3.3 ROLLOVER CONTRIBUTIONS. The Custodian may accept Rollover Contributions as
a deposit to the Custodial Account, as described in Section V of the Plan.
The Participant shall execute such forms as the Custodian may require
describing the source of the Rollover Contribution.
ARTICLE IV NONFORFEITABLE
4.1 The interest of the Participant in the balance in the Custodial Account
shall at all times be nonforfeitable, but shall be subject to the fees,
expenses and charges described in Article VII.
-1-
<PAGE>
ARTICLE V INVESTMENT OF ASSETS OF CUSTODIAL ACCOUNT
5.1 INVESTMENT OF CONTRIBUTIONS. The Custodian shall invest all contributions
in Shares of the State Farm Funds as directed by Participant on a form
provided or permitted by the Custodian. If such directions are not received
by Custodian; or are received but are, in the opinion of the Custodian,
unclear; or if the accompanying contribution exceeds $2,000 and is not
identified as a Rollover Contribution; or if the Participant is ineligible
to purchase Shares; the Custodian may hold or return all of the
contribution uninvested without liability for loss of income or
appreciation and without liability for interest pending receipt of proper
instructions or clarification.
5.2 CHANGE OF INVESTMENT. A Participant (or a Beneficiary of a deceased
Participant) may change the State Farm Fund in which his/her account is
invested by filing with the Custodian directions on such form as is
provided or permitted by the Custodian at such times as the Participant (or
a Beneficiary of a deceased Participant) shall deem appropriate. No such
change of investment shall be effective until received by the Custodian
and, once effective, shall remain in effect until properly changed.

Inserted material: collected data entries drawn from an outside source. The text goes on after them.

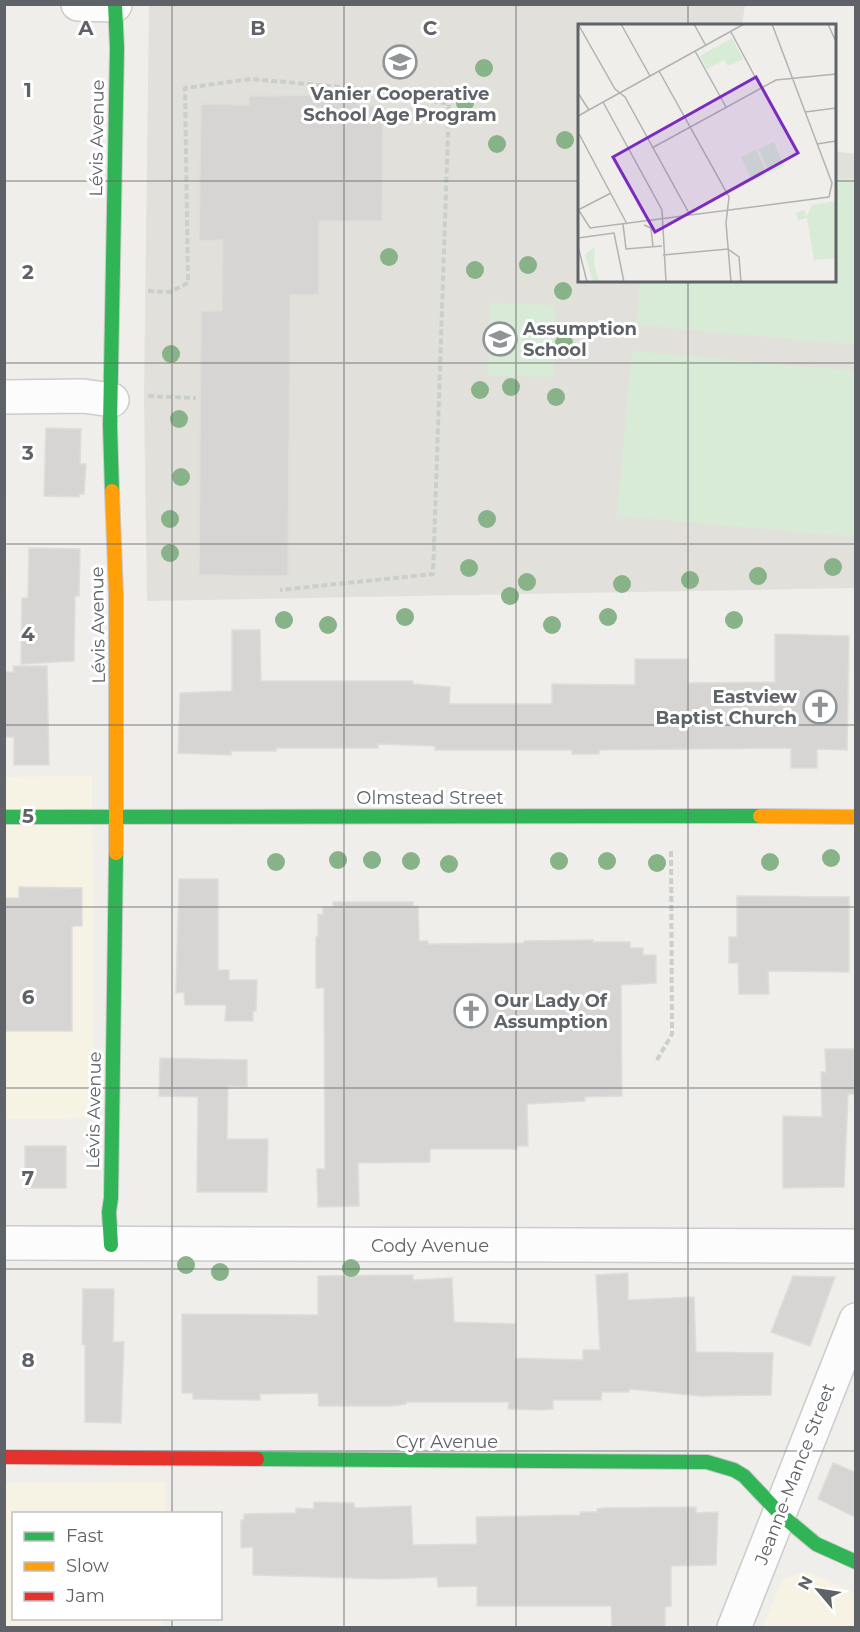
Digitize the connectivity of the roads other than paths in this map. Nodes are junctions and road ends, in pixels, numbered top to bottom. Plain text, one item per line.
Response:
1 (78, 4) edge
2 (115, 5) edge
3 (4, 397) edge
4 (111, 400) junction
5 (4, 817) edge
6 (115, 817) junction
7 (855, 817) edge
8 (4, 1243) edge
9 (111, 1245) junction
10 (855, 1246) edge
11 (855, 1320) edge
12 (4, 1457) edge
13 (779, 1513) junction
14 (855, 1562) edge
15 (734, 1628) edge

1 - 2 street
2 - 4 street, Lévis Avenue
3 - 4 street
4 - 6 street, Lévis Avenue
5 - 6 street, Olmstead Street
6 - 7 street, Olmstead Street
6 - 9 street, Lévis Avenue
8 - 9 street, Cody Avenue
9 - 10 street, Cody Avenue
11 - 13 street, Jeanne-Mance Street
12 - 13 street, Cyr Avenue
13 - 14 street, Cyr Avenue
13 - 15 street, Jeanne-Mance Street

5.3 DIVIDENDS AND DISTRIBUTIONS. All income dividends and capital gain
distributions received in respect of Shares held in the Custodial Account
shall be reinvested in Shares of the State Farm Funds from which they were
received and such Shares shall be credited to the Custodial Account. Such
reinvestment shall be made on the date specified by the State Farm Funds
for reinvestment of the distributions. If any distributions may be received
at the election of the shareowner in additional Shares or in cash, the
Custodian shall elect to receive such distributions in additional Shares.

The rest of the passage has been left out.